▸ **What needs to be done**
The word "list" may appear in some lines of the data; copy every such line.

--------------------------------------------------

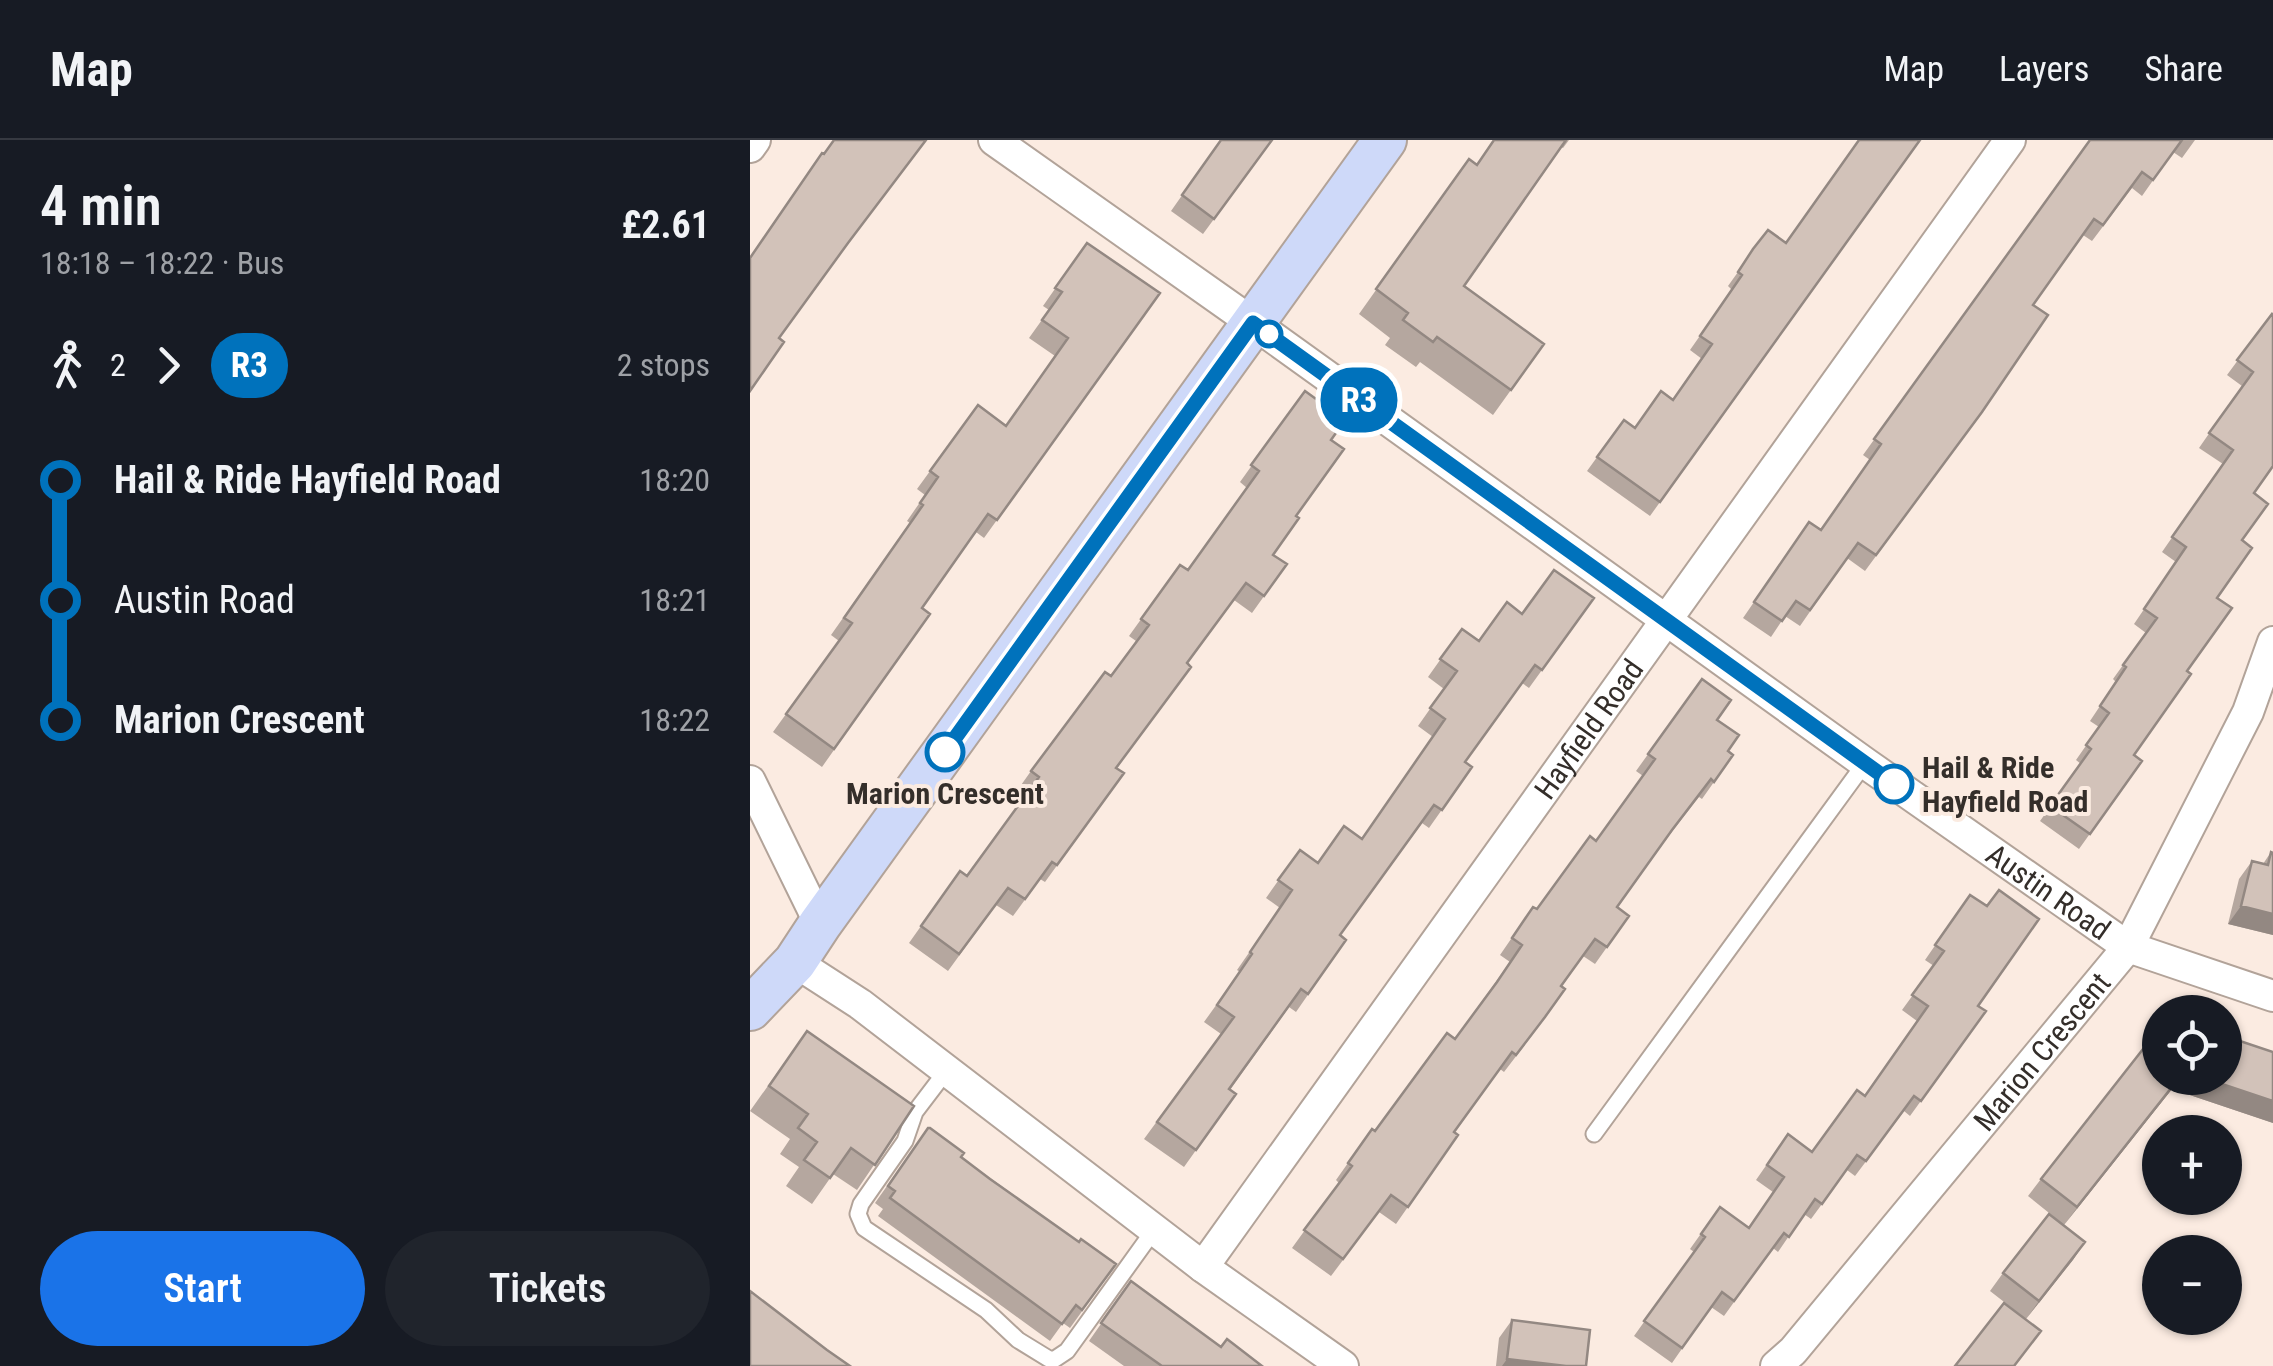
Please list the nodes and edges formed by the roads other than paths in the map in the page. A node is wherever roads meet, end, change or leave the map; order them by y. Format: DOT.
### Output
graph roads {
  1 [pos="755,140"];
  2 [pos="994,140"];
  3 [pos="1385,140"];
  4 [pos="2010,140"];
  5 [pos="750,147"];
  6 [pos="1253,323"];
  7 [pos="1666,621"];
  8 [pos="2273,642"];
  9 [pos="1865,763"];
  10 [pos="750,781"];
  11 [pos="820,924"];
  12 [pos="2128,947"];
  13 [pos="795,962"];
  14 [pos="2273,996"];
  15 [pos="750,1009"];
  16 [pos="947,1070"];
  17 [pos="1594,1134"];
  18 [pos="1154,1230"];
  19 [pos="1202,1267"];
  20 [pos="1343,1366"];
  21 [pos="1776,1366"];
  1 -- 5 [label="street"];
  2 -- 6 [label="street, Austin Road"];
  3 -- 6 [label="street"];
  4 -- 7 [label="street, Hayfield Road"];
  6 -- 7 [label="street, Austin Road"];
  6 -- 11 [label="street"];
  7 -- 9 [label="street, Austin Road"];
  7 -- 19 [label="street, Hayfield Road"];
  8 -- 12 [label="street, Marion Crescent"];
  9 -- 12 [label="street, Austin Road"];
  9 -- 17 [label="lane"];
  10 -- 11 [label="street"];
  11 -- 13 [label="street"];
  12 -- 14 [label="street, Austin Road"];
  12 -- 21 [label="street, Marion Crescent"];
  13 -- 15 [label="street"];
  13 -- 16 [label="street"];
  16 -- 18 [label="street"];
  16 -- 18 [label="lane"];
  18 -- 19 [label="street"];
  19 -- 20 [label="street"];
}
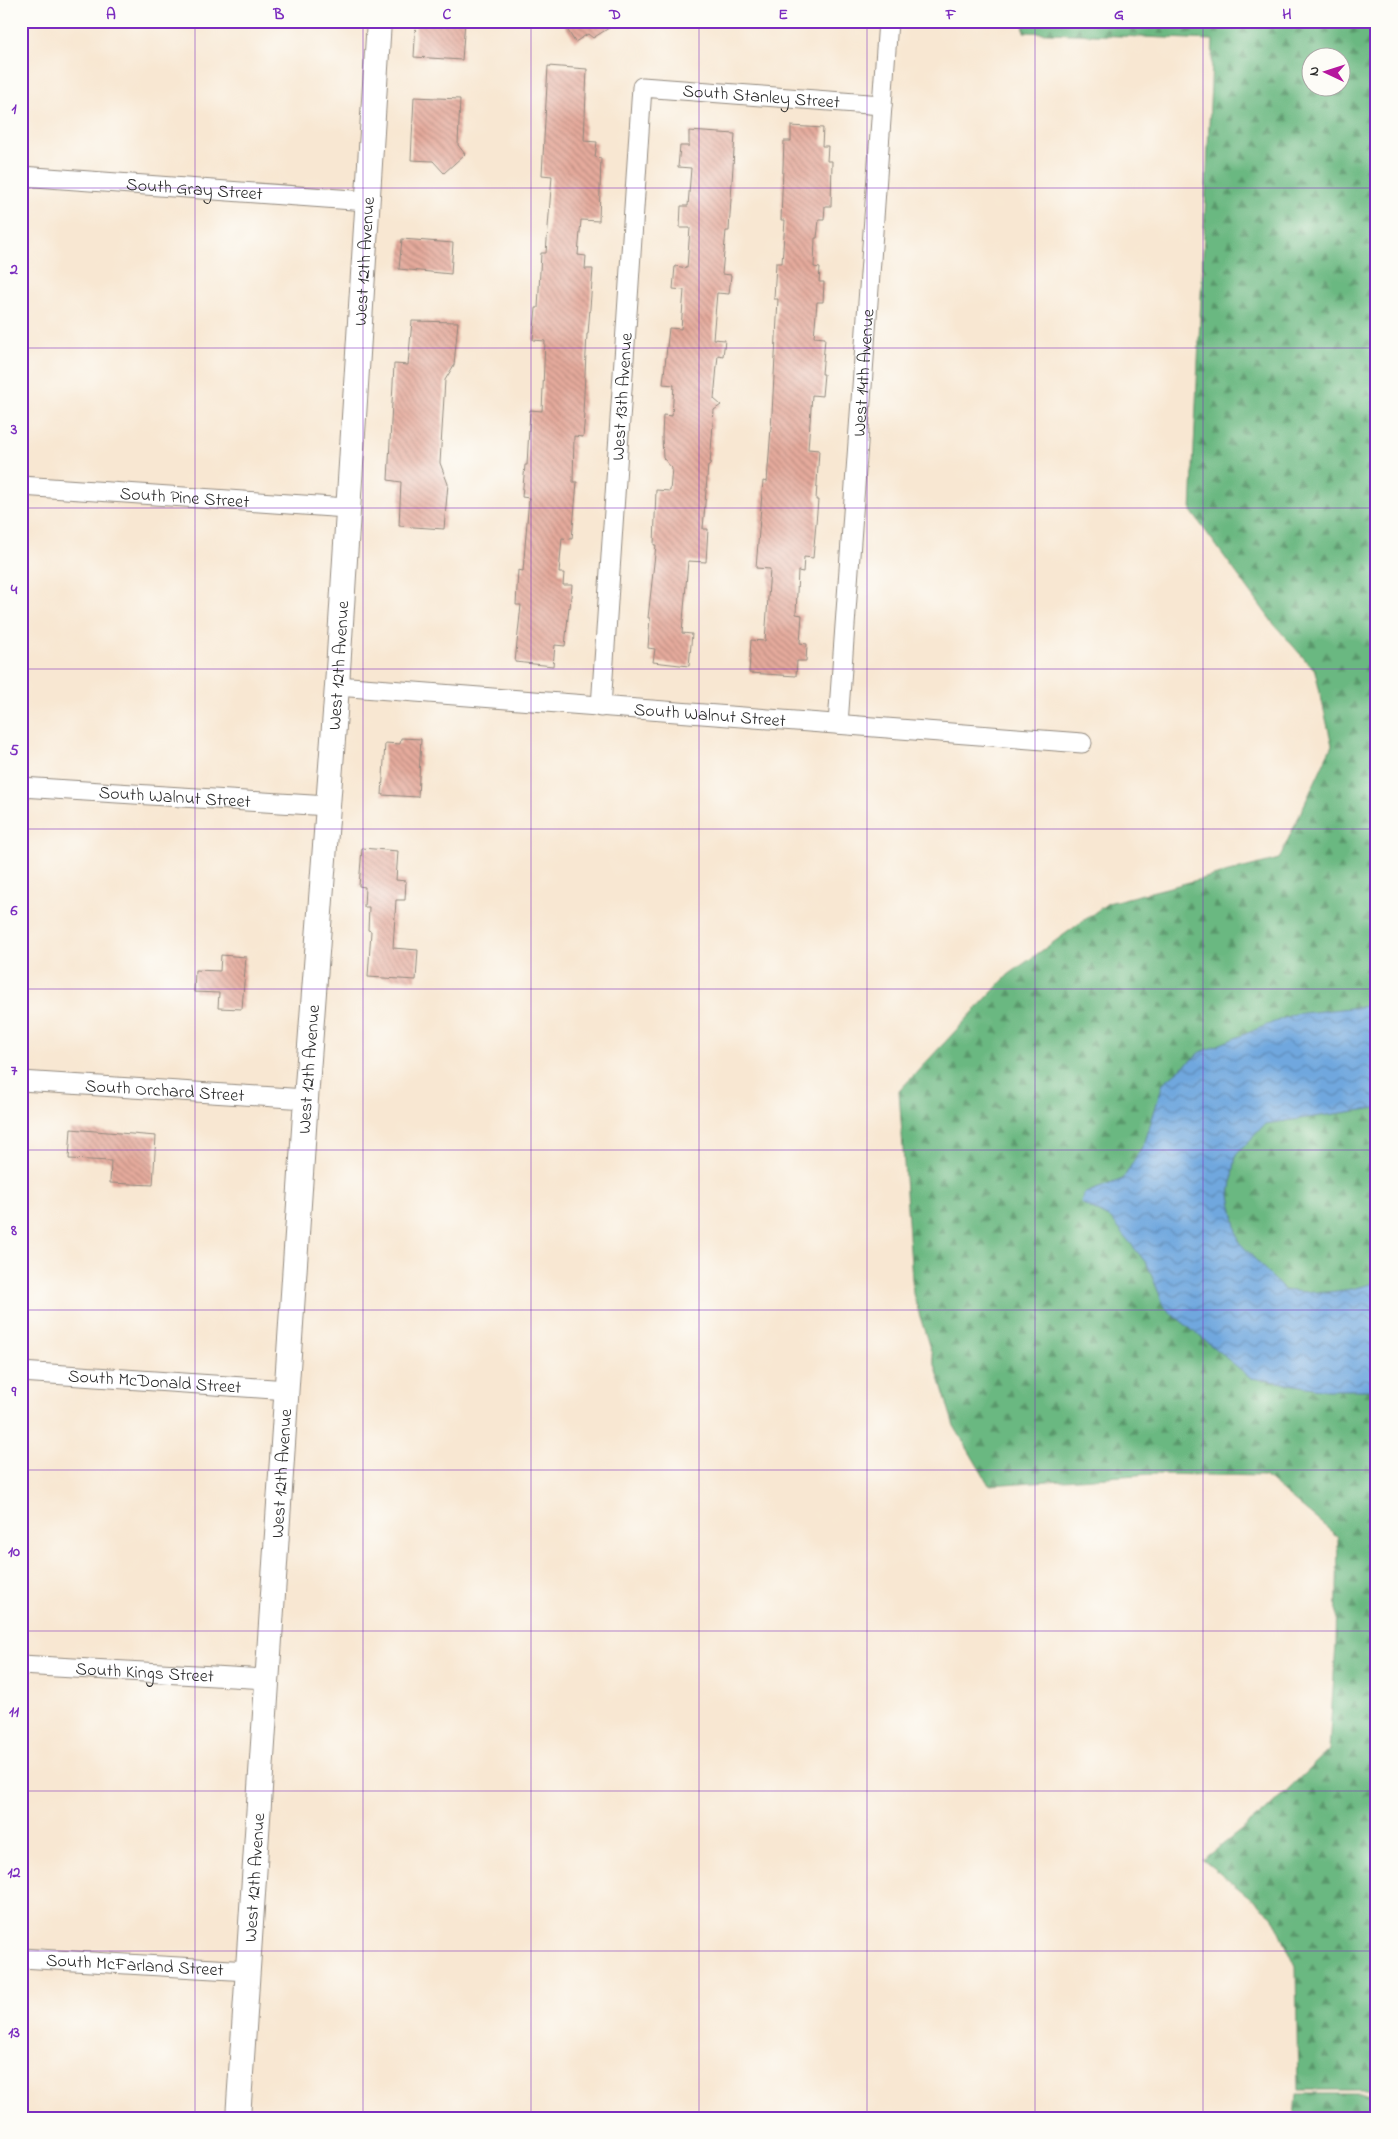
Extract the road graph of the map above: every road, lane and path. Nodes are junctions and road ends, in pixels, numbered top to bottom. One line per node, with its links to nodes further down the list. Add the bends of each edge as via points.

--------------------------------------------------

▸ **Response to this exercise**
Please list the nodes and edges formed by the roads other than paths in the map in the page. A node is wherever roads meet, end, change or leave the map; order them by y. Format: DOT.
Extract the road graph of the map above: every road, lane and path. Nodes are junctions and road ends, in pixels, numbered top to bottom. One line per node, with its links to nodes further down the list. Add the bends of each edge as via points.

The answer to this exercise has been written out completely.